Call for papers

"Visual design: the periodical page as a designed surface"
November 2017
Philipps-Universität Marburg (Germany)
Travel and accommodation costs will be covered by the research unit organizing the event
More info: https://journalliteratur.blogs.ruhr-uni-bochum.de/call-for-paper-internationale-tagung-visuelles-design-23-25-11-2017-philipps-universitaet-marburg/

Comments

  • Citation from the source referenced:

    “The conference Visual design: the periodical page as a designed surface is concerned with the visual design of the Journal, taken to mean the whole spectrum of periodical print publications, including amongst others newspapers and magazines. Interest is thus focused on the periodical page (or double-page spread) as a visible printed surface on which words and images appear in a designed context.
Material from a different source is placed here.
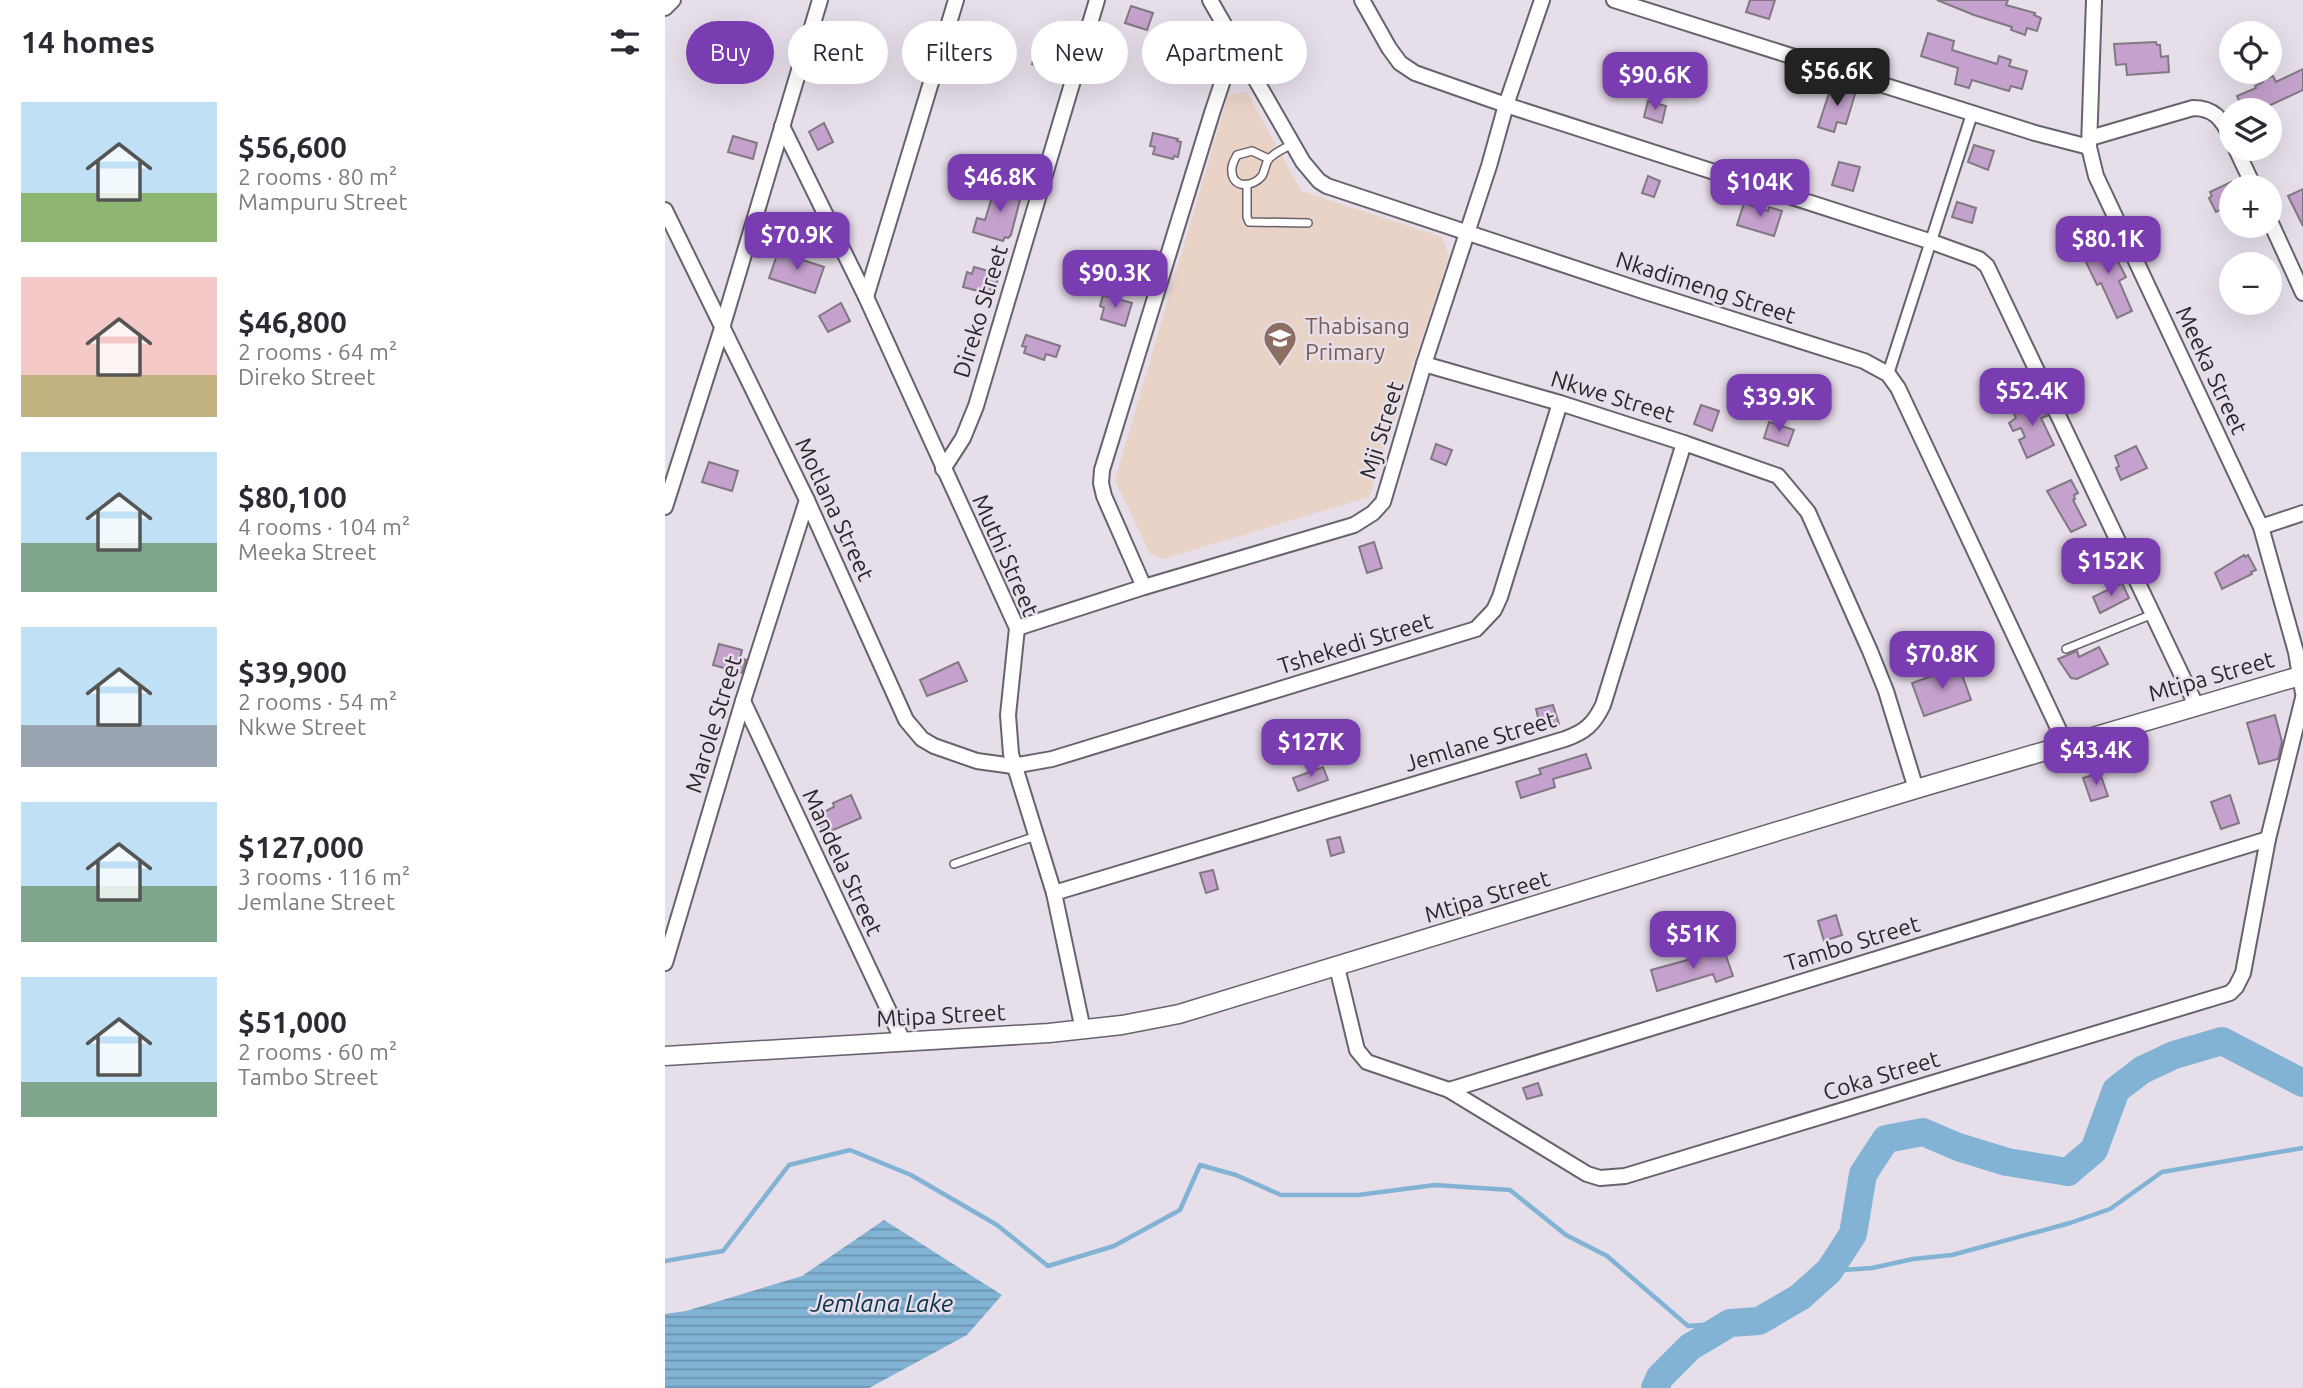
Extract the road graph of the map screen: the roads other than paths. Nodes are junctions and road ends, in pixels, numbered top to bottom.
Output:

The premise is that the written and pictorial content of the periodical are not realized in abstraction (as disembodied and placeless), but remain tied to the materiality of the periodical, which provides for a two-dimensional and sequential arrangement of diverse visual elements.”

    - sorry, but for me this briefing is just pseudo-intellectual blah-blah; no one involved seriously in magazine layout design could ever come up with such a rediculous no-brainer text mocked up as an academic abstract. A free beer to anyone how convinces me otherwise about this proposal.
    Happy Christmas to all of you *** :)

  • Thomas Phinney
    Thomas Phinney Posts: 2,896
    edited December 2016
    It's a common academic problem of NewSpeak. They turn off a large portion of their possible audience with the passive voice, overly complex sentences, and unnecessary verbiage. There is content here, but it is impenetrable for many of the people who actually practice what the conference is about.

    REVISED:

    The conference Visual design: the periodical page covers the whole spectrum of periodical print publications, including newspapers and magazines, with a focus on the page (or double-page spread). The premise is that the visual content (words and images) of periodicals is not abstract, but remains tied to their two-dimensional and sequential physical presentation.

    ORIGINAL:
    “The conference Visual design: the periodical page as a designed surface is concerned with the visual design of the Journal, taken to mean the whole spectrum of periodical print publications, including amongst others newspapers and magazines. Interest is thus focused on the periodical page (or double-page spread) as a visible printed surface on which words and images appear in a designed context. The premise is that the written and pictorial content of the periodical are not realized in abstraction (as disembodied and placeless), but remain tied to the materiality of the periodical, which provides for a two-dimensional and sequential arrangement of diverse visual elements.”

  • Chris Lozos
    Chris Lozos Posts: 1,458
    Or:
    Selection, Design, layout, placement of elements on a two-page spread is the focus of, "Visual design: the periodical page as a designed surface".
  • When I read text like that I assume the whole project is run by someone who hasn’t got tenure and is insecure about it.
  • Chris Lozos
    Chris Lozos Posts: 1,458
    I always like it when they say, "Multiplicity of dichotomies" ;-)
  • ... "Multiplicity of dichotomies" ;-)
    Story of my life.
  • I think it would be important to focus in what the conference is about, and what one could contribute to make it a good one. A conference is not just about who is organising it, it is always a platform to share knowledge. It is specially important when the conference is not only about type design and typography. I feel sometimes this industry is rather endogamic.
    I agree the topic could be explained in a more accesible way, but read the part where they say "Travel and accommodation costs will be covered by the research unit organizing the event". Not many events are accesible to speakers who cannot pay these expenses.
  • Nick Shinn
    Nick Shinn Posts: 2,216
    It’s quite humbling (for someone whose career spans the transition from analog to digital media) that the connectedness of content and visual form, in print, has become the novelty, worthy of mention and investigation.

    That is some kind of paradigm shift!